Lucas Scott (Chad Michael Murray) returns to Tree Hill after having been away at college. Nathan Scott (James Lafferty) is paralyzed and bitter after his dreams of playing professional basketball were crushed in a bar fight. Haley James Scott (Bethany Joy Galeotti), now a teacher, raises her son Jamie (Jackson Brundage), while her husband Nathan struggles with his problems. Peyton Sawyer (Hilarie Burton) quits her job as assistant to the assistant at a
label and returns to Tree Hill. Brooke Davis (Sophia Bush) a well-known fashion designer is struggling to get along with her bossy CEO Victoria (Daphne Zuniga). Victoria tells the limo driver to drop Brooke's date Nick (Johann Urb) off as soon as they have been photographed together. She then realises that she has to return to Tree Hill to help Peyton. Upon her return to Tree Hill, Peyton meets Lucas' girlfriend Lindsey (Michaela McManus). Mouth (Lee Norris) struggles to get a job as a sports announcer, and Lucas is made the new coach of the Ravens, with Skills (Antwon Tanner) as assistant coach.

==Production==
On May 20, 2007, The CW announced that the show would return for a fifth season, but as a mid-season replacement. The show will be "dramatically retooled and set four years into the future - after the characters have already graduated from college." Until the show's return to the schedule, the network has plans to post diaries online to fill in the intervening years in the characters' lives. The fifth season began shooting on July 29, 2007.

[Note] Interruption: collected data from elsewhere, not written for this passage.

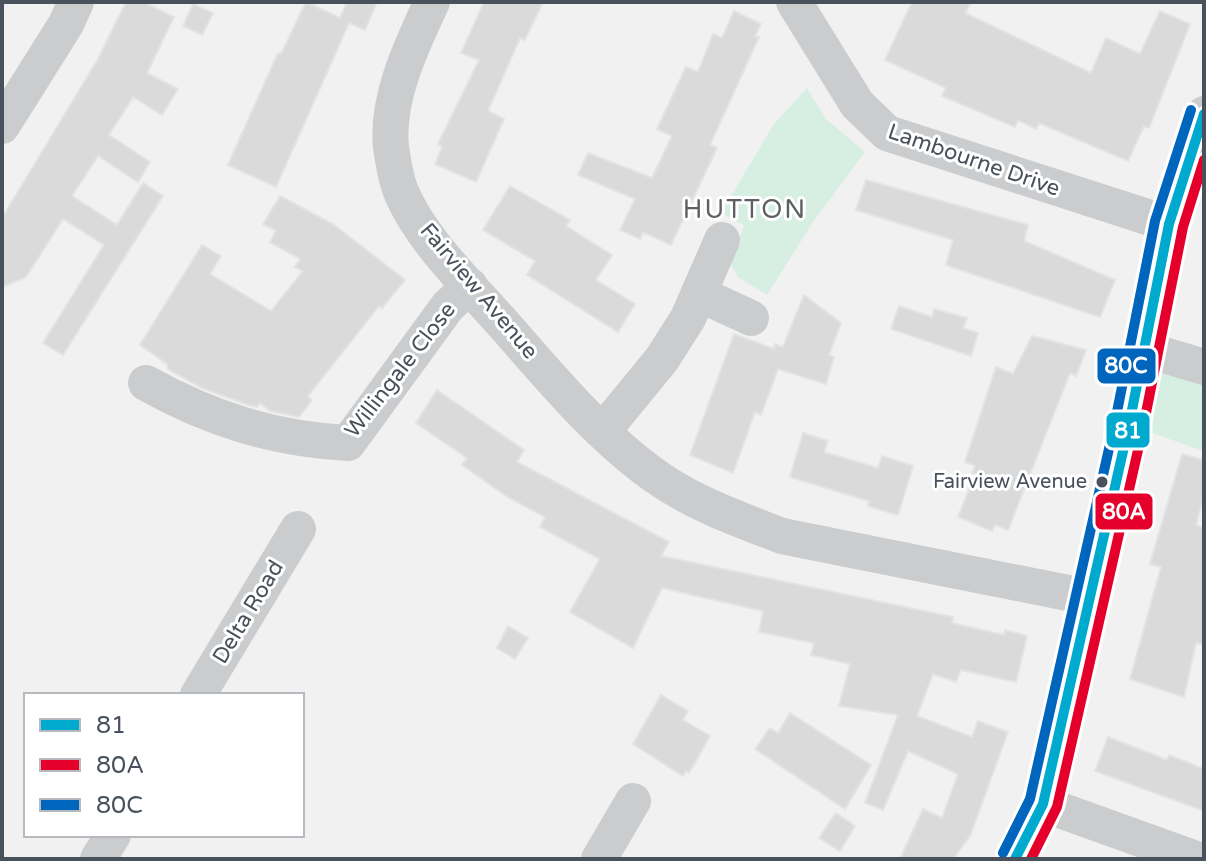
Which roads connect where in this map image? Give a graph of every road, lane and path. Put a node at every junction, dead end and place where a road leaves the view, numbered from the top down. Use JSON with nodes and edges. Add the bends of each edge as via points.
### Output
{"nodes":[{"id":1,"x":76,"y":2,"type":"edge"},
{"id":2,"x":432,"y":2,"type":"edge"},
{"id":3,"x":810,"y":8,"type":"edge"},
{"id":4,"x":1204,"y":114,"type":"edge"},
{"id":5,"x":2,"y":126,"type":"edge"},
{"id":6,"x":1169,"y":224,"type":"junction"},
{"id":7,"x":722,"y":240,"type":"dead end"},
{"id":8,"x":470,"y":286,"type":"junction"},
{"id":9,"x":699,"y":294,"type":"junction"},
{"id":10,"x":751,"y":318,"type":"dead end"},
{"id":11,"x":1144,"y":349,"type":"junction"},
{"id":12,"x":1204,"y":367,"type":"edge"},
{"id":13,"x":146,"y":383,"type":"dead end"},
{"id":14,"x":603,"y":431,"type":"junction"},
{"id":15,"x":298,"y":529,"type":"dead end"},
{"id":16,"x":1088,"y":597,"type":"junction"},
{"id":17,"x":199,"y":693,"type":"edge"},
{"id":18,"x":633,"y":801,"type":"dead end"},
{"id":19,"x":1043,"y":804,"type":"junction"},
{"id":20,"x":112,"y":837,"type":"edge"},
{"id":21,"x":98,"y":859,"type":"edge"},
{"id":22,"x":599,"y":859,"type":"edge"},
{"id":23,"x":1015,"y":859,"type":"edge"},
{"id":24,"x":1196,"y":859,"type":"edge"}],
"edges":[{"from":1,"to":5,"type":"street"},
{"from":2,"to":8,"type":"street","name":"Fairview Avenue","via":[[410,50],[394,109],[391,145],[402,194]]},
{"from":3,"to":6,"type":"street","name":"Lambourne Drive","via":[[857,104],[887,133]]},
{"from":4,"to":6,"type":"street"},
{"from":6,"to":11,"type":"street"},
{"from":7,"to":9,"type":"street"},
{"from":8,"to":13,"type":"street","name":"Willingale Close","via":[[448,306],[348,443],[251,430],[191,409]]},
{"from":8,"to":14,"type":"street","name":"Fairview Avenue"},
{"from":9,"to":10,"type":"street"},
{"from":9,"to":14,"type":"street","via":[[662,359]]},
{"from":11,"to":12,"type":"street"},
{"from":11,"to":16,"type":"street"},
{"from":14,"to":16,"type":"street","name":"Fairview Avenue","via":[[662,480],[782,536]]},
{"from":15,"to":17,"type":"street","name":"Delta Road"},
{"from":16,"to":19,"type":"street"},
{"from":18,"to":22,"type":"street"},
{"from":19,"to":23,"type":"street"},
{"from":19,"to":24,"type":"street"},
{"from":20,"to":21,"type":"street"}]}
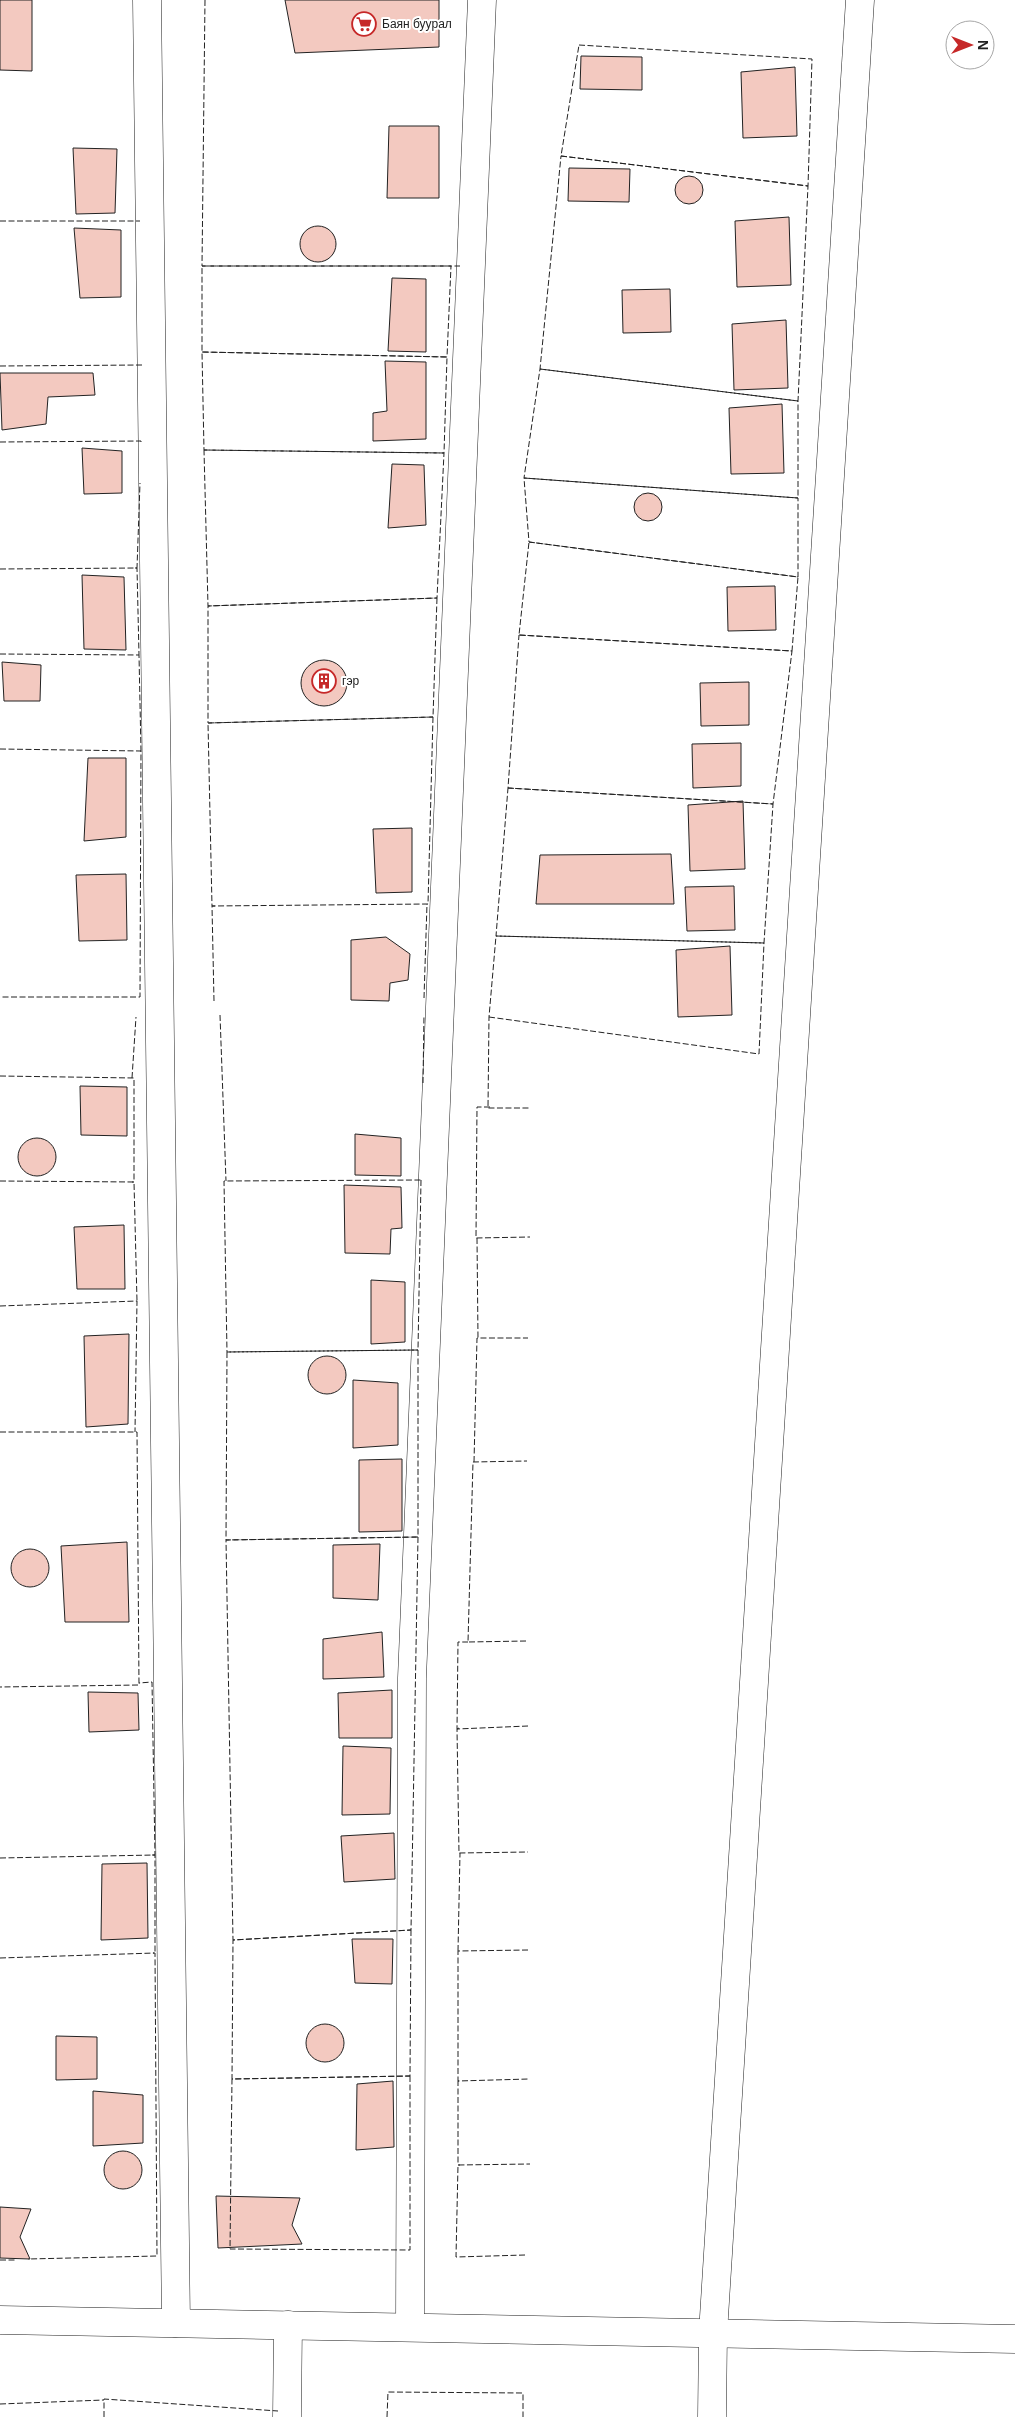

| "We've seen the High School dramas not do so well while they're in college, and another thing, we've done everything that everyone does in college". |
| — Hilarie Burton |

Hilarie Burton (who plays Peyton Sawyer) confirmed on TRL that the show's fifth season will focus on their lives after college. She said this will "enable them to do flashbacks and a lot of cool stuff with the characters".

On November 6, 2007, The CW posted the first One Tree Hill online diary, a series of six segments to be released before the start of the new season. One Tree Hill: Fast Forward allows fans of the show to catch a glimpse of the lives of the six main characters at the beginning of the fifth season. The first Fast Forward diary features Sophia Bush's character, Brooke Davis. The webisodes continued in a boy, girl order, until the fifth that featured Haley James Scott (Bethany Joy Galeotti) and Nathan Scott (James Lafferty) The sixth webisode featured the new guest cast for the fifth season.

| "It's one thing to talk about having dreams in high school, we all do. It's another thing to pursue those dreams, or find that it's not going to be as easy as you thought it was, but there's some voice inside you that compels you to try harder, compels you to keep pushing. The show has always been about what you want, what you're willing to do to get it and what's right and wrong about the pursuit". |
| — Mark Schwahn, creator and executive producer |
Mark Schwahn the creator, and executive producer of One Tree Hill, has stated that season five will be about the characters pursuing their dreams, finding out that it might not be easy, but they will keep pushing.

Joe Davola, an executive producer tells us, "we looked at this year, we looked at episode one and said it is a pilot. He feels that all the rules have changed. The former teen casts looks have changed and they've brought in new characters to work within the fabric of the show."

In the last fast forward episode, Mark Schwan tells us that he thinks "jumping ahead, allows [them] to do all sorts of things."

==Reception==
On the episodes initial airing, the episode received 3.36 million viewers. It gained a 2.3 rating and a share of 4. The episode received a 1.5/4 rating/share in viewers aged between 18 and 49. It ranked 80/95 for the week and 12/13 for the night. Don Williams of BuddyTV liked the addition of Jamie Scott, however felt that the show was missing the adult characters.